Pope Martin V (; ; January/February 1369 – 20 February 1431), born Otto (or Oddone) Colonna, was the head of the Catholic Church and ruler of the Papal States from 11 November 1417 to his death in February 1431. His election effectively ended the Western Schism of 1378–1417. He is the last pope to date to take on the pontifical name "Martin".

Biography
Oddone Colonna was born at Genazzano, the son of Agapito Colonna and Caterina Conti, between 26 January and 20 February, 1369. He belonged to one of the oldest and most distinguished families of Rome. His brother Giordano became Prince of Salerno and Duke of Venosa, while his sister Paola was Lady of Piombino between 1441 and 1445.

Oddone studied law at the University of Pavia. He became apostolic protonotary under Pope Urban VI (1378–1389), and was created Cardinal-Deacon of San Giorgio in Velabro by Pope Innocent VII in 1405.

In 1409 he took part in the Council of Pisa, and was one of the supporters of Antipope Alexander V. Later he confirmed his allegiance to Alexander's successor, John XXIII, by whom his family obtained several privileges, while Oddone obtained for himself the vicariate of Todi, Orvieto, Perugia and Umbria.

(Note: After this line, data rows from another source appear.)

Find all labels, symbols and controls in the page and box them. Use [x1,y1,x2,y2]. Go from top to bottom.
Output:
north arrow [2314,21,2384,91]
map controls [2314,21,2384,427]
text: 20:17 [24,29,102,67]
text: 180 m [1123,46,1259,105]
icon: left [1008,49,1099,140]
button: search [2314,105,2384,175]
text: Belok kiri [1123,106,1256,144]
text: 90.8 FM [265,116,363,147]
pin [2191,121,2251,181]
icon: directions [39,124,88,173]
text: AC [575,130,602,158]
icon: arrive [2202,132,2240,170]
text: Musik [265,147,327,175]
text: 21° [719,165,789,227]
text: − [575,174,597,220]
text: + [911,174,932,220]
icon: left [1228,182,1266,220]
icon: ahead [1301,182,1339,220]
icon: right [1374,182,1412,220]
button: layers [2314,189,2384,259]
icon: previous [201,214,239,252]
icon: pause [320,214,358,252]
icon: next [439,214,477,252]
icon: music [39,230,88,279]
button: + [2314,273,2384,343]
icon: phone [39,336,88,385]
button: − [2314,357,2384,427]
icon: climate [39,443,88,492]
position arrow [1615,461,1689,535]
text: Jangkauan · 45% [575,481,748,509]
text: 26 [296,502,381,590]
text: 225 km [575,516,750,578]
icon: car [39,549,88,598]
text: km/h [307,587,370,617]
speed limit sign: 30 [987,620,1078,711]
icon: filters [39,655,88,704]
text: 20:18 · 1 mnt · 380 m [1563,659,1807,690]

He was excommunicated for this in 1411 by Pope Gregory XII. Oddone was with John XXIII's entourage at the Council of Constance and followed him in his escape at Schaffhausen on 21 March 1415. Later he returned to Constance and took part in the process leading to the deposition of John XXIII.

Papacy

Election
After deposing Antipope John XXIII in 1415, the Council of Constance was long divided by the conflicting claims of Pope Gregory XII (1406–15) and Antipope Benedict XIII (1394–1423). Martin was elected pope, at the age of 48,  at the Council of Constance on St. Martin's Day, 11 November 1417. Participants in the conclave included 23 cardinals and 30 delegates of the council. He was ordained a priest on 13 November, 1417, and consecrated bishop the next day.

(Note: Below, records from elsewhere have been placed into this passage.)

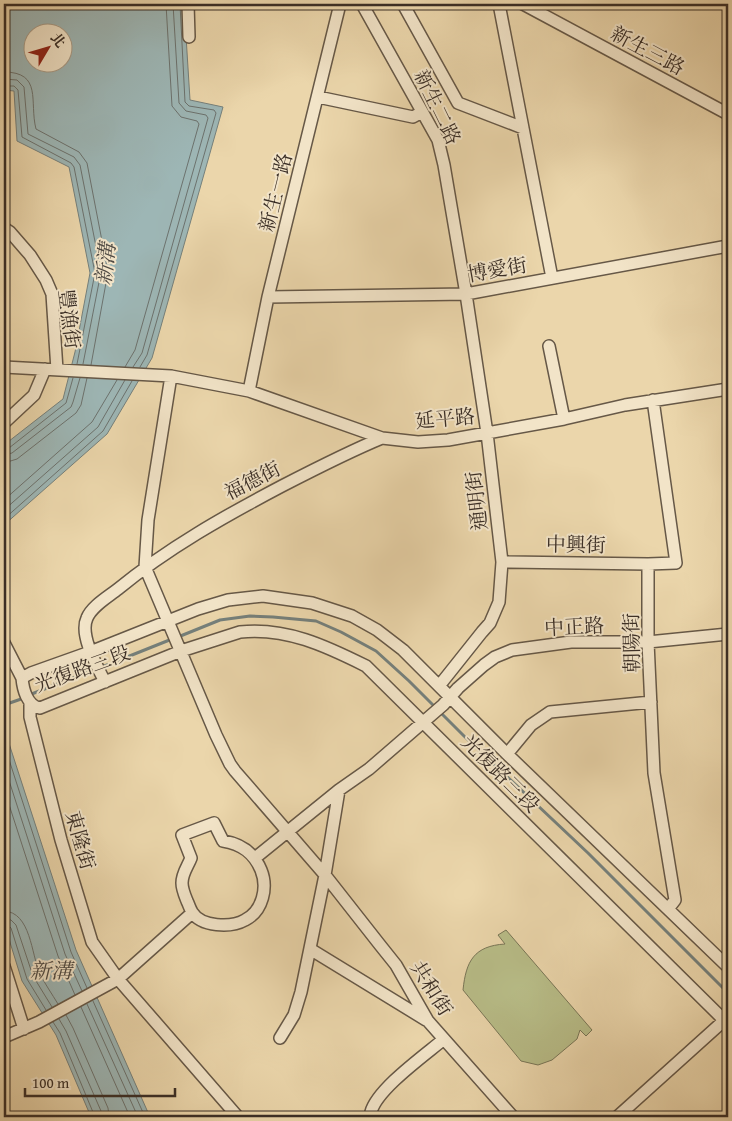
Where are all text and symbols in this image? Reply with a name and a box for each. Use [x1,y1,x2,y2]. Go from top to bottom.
street label: 新生三路 [606,18,690,82]
north arrow [22,22,72,72]
text: 北 [46,28,70,52]
street label: 新生二路 [407,65,469,149]
street label: 新生一路 [251,150,299,234]
water label: 新溝 [87,238,123,287]
street label: 博愛街 [465,250,529,288]
street label: 豐漁街 [52,287,88,351]
street label: 延平路 [414,401,476,435]
street label: 福德街 [219,453,285,507]
street label: 通明街 [458,469,494,533]
street label: 中興街 [546,529,606,559]
street label: 中正路 [543,610,605,642]
street label: 朝陽街 [616,613,646,673]
street label: 光復路三段 [30,637,134,699]
street label: 光復路三段 [455,727,547,819]
street label: 東隆街 [59,807,103,873]
water label: 新溝 [30,955,75,986]
street label: 共和街 [404,955,460,1021]
scale bar [25,1066,175,1098]
text: 100 m [32,1072,70,1093]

Martin left Constance at the close of the council (May 1418), but travelled slowly through Italy and lingered at Florence. His authority in Rome was represented by his brother Giordano, who had fought under Muzio Attendolo against the condottiero Braccio da Montone. The Pope at the time ruled only Rome (when not rebellious) and its environs: Braccio held Umbria, Bologna as an independent commune, while much of Romagna and the Marche was held by local "vicars", who were in fact petty hereditary lords. In particular, Martin confirmed Giorgio Ordelaffi in Forlì, Ludovico Alidosi in Imola, Malatesta IV Malatesta in Rimini, and Guidantonio da Montefeltro in Spoleto, who would later marry the pope's niece Caterina Colonna. 

In exchange for the recognition of Joan II of Naples, Martin obtained the restitution of Benevento, several fiefs in the Kingdom of Naples for his relatives and, most important of all, an agreement that Muzio Attendolo, then hired by the Neapolitans, should leave Rome.

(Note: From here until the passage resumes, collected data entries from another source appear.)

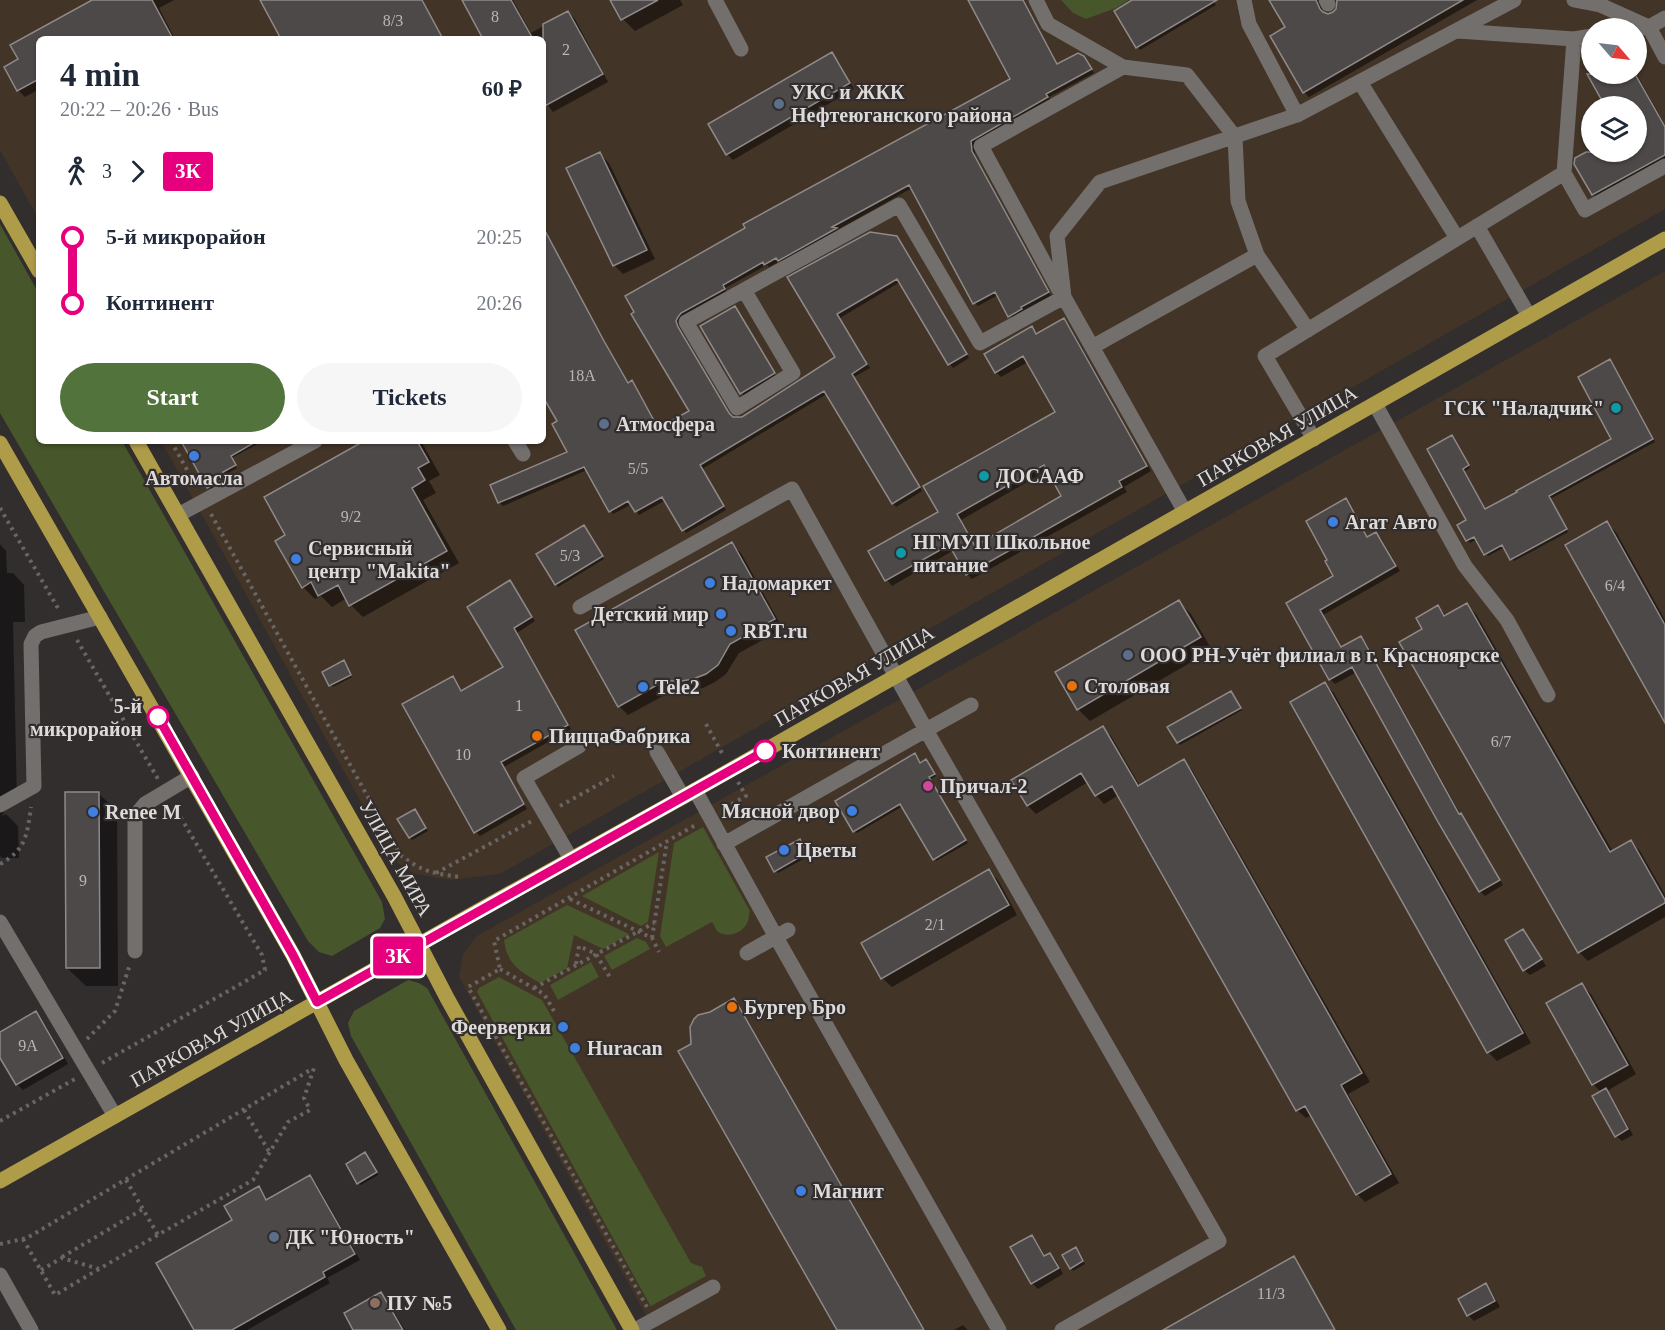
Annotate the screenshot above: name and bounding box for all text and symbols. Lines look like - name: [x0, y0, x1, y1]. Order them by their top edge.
- house number: 8: [491, 8, 499, 25]
- house number: 8/3: [383, 12, 403, 29]
- north arrow: [1581, 18, 1647, 84]
- map controls: [1581, 18, 1647, 162]
- house number: 2: [562, 41, 570, 58]
- text: 4 min: [60, 57, 140, 93]
- text: 60 ₽: [482, 76, 522, 101]
- place label: УКС и ЖКК Нефтеюганского района: [791, 81, 1012, 127]
- button: layers: [1581, 96, 1647, 162]
- marker: УКС и ЖКК Нефтеюганского района: [772, 97, 786, 111]
- text: 20:22 – 20:26 · Bus: [60, 98, 219, 120]
- icon: walk: [60, 155, 93, 188]
- icon: forward: [121, 155, 154, 188]
- text: 3К: [175, 159, 201, 183]
- text: 3: [102, 160, 112, 182]
- text: 5-й микрорайон: [106, 224, 266, 249]
- text: 20:25: [476, 226, 522, 248]
- text: Континент: [106, 290, 214, 315]
- text: 20:26: [476, 292, 522, 314]
- button: Start: [60, 363, 285, 432]
- button: Tickets: [297, 363, 522, 432]
- house number: 18А: [568, 367, 596, 384]
- street label: ПАРКОВАЯ УЛИЦА: [1193, 381, 1362, 492]
- place label: ГСК "Наладчик": [1444, 397, 1604, 419]
- marker: ГСК "Наладчик": [1609, 401, 1623, 415]
- place label: Атмосфера: [616, 413, 715, 436]
- marker: Атмосфера: [597, 417, 611, 431]
- marker: Автомасла: [187, 449, 201, 463]
- house number: 5/5: [628, 460, 648, 477]
- place label: ДОСААФ: [996, 465, 1084, 488]
- place label: Автомасла: [145, 467, 243, 489]
- marker: ДОСААФ: [977, 469, 991, 483]
- house number: 9/2: [341, 508, 361, 525]
- place label: Агат Авто: [1345, 511, 1437, 533]
- marker: Агат Авто: [1326, 515, 1340, 529]
- place label: НГМУП Школьное питание: [913, 531, 1090, 576]
- place label: Сервисный центр "Makita": [308, 537, 451, 583]
- marker: НГМУП Школьное питание: [894, 546, 908, 560]
- house number: 5/3: [560, 547, 580, 564]
- marker: Сервисный центр "Makita": [289, 552, 303, 566]
- place label: Надомаркет: [722, 572, 832, 595]
- marker: Надомаркет: [703, 576, 717, 590]
- house number: 6/4: [1605, 577, 1625, 594]
- place label: Детский мир: [591, 603, 709, 626]
- marker: Детский мир: [714, 607, 728, 621]
- place label: RBT.ru: [743, 620, 808, 642]
- street label: ПАРКОВАЯ УЛИЦА: [770, 621, 939, 732]
- marker: RBT.ru: [724, 624, 738, 638]
- place label: ООО РН-Учёт филиал в г. Красноярске: [1140, 644, 1499, 667]
- marker: ООО РН-Учёт филиал в г. Красноярске: [1121, 648, 1135, 662]
- place label: Столовая: [1084, 675, 1170, 697]
- place label: Tele2: [655, 676, 700, 698]
- marker: Столовая: [1065, 679, 1079, 693]
- marker: Tele2: [636, 680, 650, 694]
- place label: 5-й микрорайон: [30, 695, 142, 741]
- house number: 1: [515, 697, 523, 714]
- marker: 5-й микрорайон: [147, 706, 169, 728]
- place label: ПиццаФабрика: [549, 725, 690, 748]
- marker: ПиццаФабрика: [530, 729, 544, 743]
- house number: 6/7: [1491, 733, 1511, 750]
- marker: Континент: [754, 740, 776, 762]
- place label: Континент: [782, 740, 880, 762]
- house number: 10: [455, 746, 471, 763]
- place label: Причал-2: [940, 775, 1028, 798]
- marker: Причал-2: [921, 779, 935, 793]
- street label: УЛИЦА МИРА: [354, 796, 437, 921]
- place label: Мясной двор: [721, 800, 840, 823]
- place label: Renee M: [105, 801, 181, 823]
- marker: Мясной двор: [845, 804, 859, 818]
- marker: Renee M: [86, 805, 100, 819]
- place label: Цветы: [796, 839, 857, 862]
- marker: Цветы: [777, 843, 791, 857]
- house number: 9: [79, 872, 87, 889]
- house number: 2/1: [925, 916, 945, 933]
- line badge: 3К: [371, 936, 425, 976]
- text: 3К: [385, 944, 411, 968]
- street label: ПАРКОВАЯ УЛИЦА: [127, 984, 296, 1092]
- place label: Бургер Бро: [744, 996, 846, 1019]
- marker: Бургер Бро: [725, 1000, 739, 1014]
- place label: Феерверки: [451, 1016, 551, 1039]
- marker: Феерверки: [556, 1020, 570, 1034]
- house number: 9А: [18, 1037, 38, 1054]
- place label: Huracan: [587, 1037, 663, 1059]
- marker: Huracan: [568, 1041, 582, 1055]
- place label: Магнит: [813, 1180, 884, 1202]
- marker: Магнит: [794, 1184, 808, 1198]
- place label: ДК "Юность": [286, 1226, 415, 1249]
- marker: ДК "Юность": [267, 1230, 281, 1244]
- house number: 11/3: [1257, 1285, 1285, 1302]
- place label: ПУ №5: [387, 1292, 452, 1314]
- marker: ПУ №5: [368, 1296, 382, 1310]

After a long stay in Florence while these matters were arranged, Martin was able to enter Rome in September 1420. He at once set to work establishing order and restoring the dilapidated churches, palaces, bridges, and other public structures. For this reconstruction he engaged some famous masters of the Tuscan school and helped instigate the Roman Renaissance.

Faced with competing plans for general reform offered by various nations, Martin V submitted a counter-scheme and entered into negotiations for separate concordats, for the most part vague and illusory, with the Holy Roman Empire, England, France and Spain.

Hussite Wars
By 1415 Bohemia was in turmoil and the subject of much discussion at the Council of Constance. Adherents of Jan Hus, who had been previously burned at the stake as a heretic by the Council, adopted the practice of Communion under both kinds. The Council sent letters to the civil and ecclesiastical authorities in Bohemia, insisting they deal with the heresy. Bohemian and Moravian nobles responded that the sentence on Hus was unjust and insulting to their country, and promised to protect priests against episcopal prosecutions for heresy. Prague was placed under interdict for sheltering the excommunicated Jan of Jesenice. Beghards arrived attracted by Bohemia's reputation for religious liberty.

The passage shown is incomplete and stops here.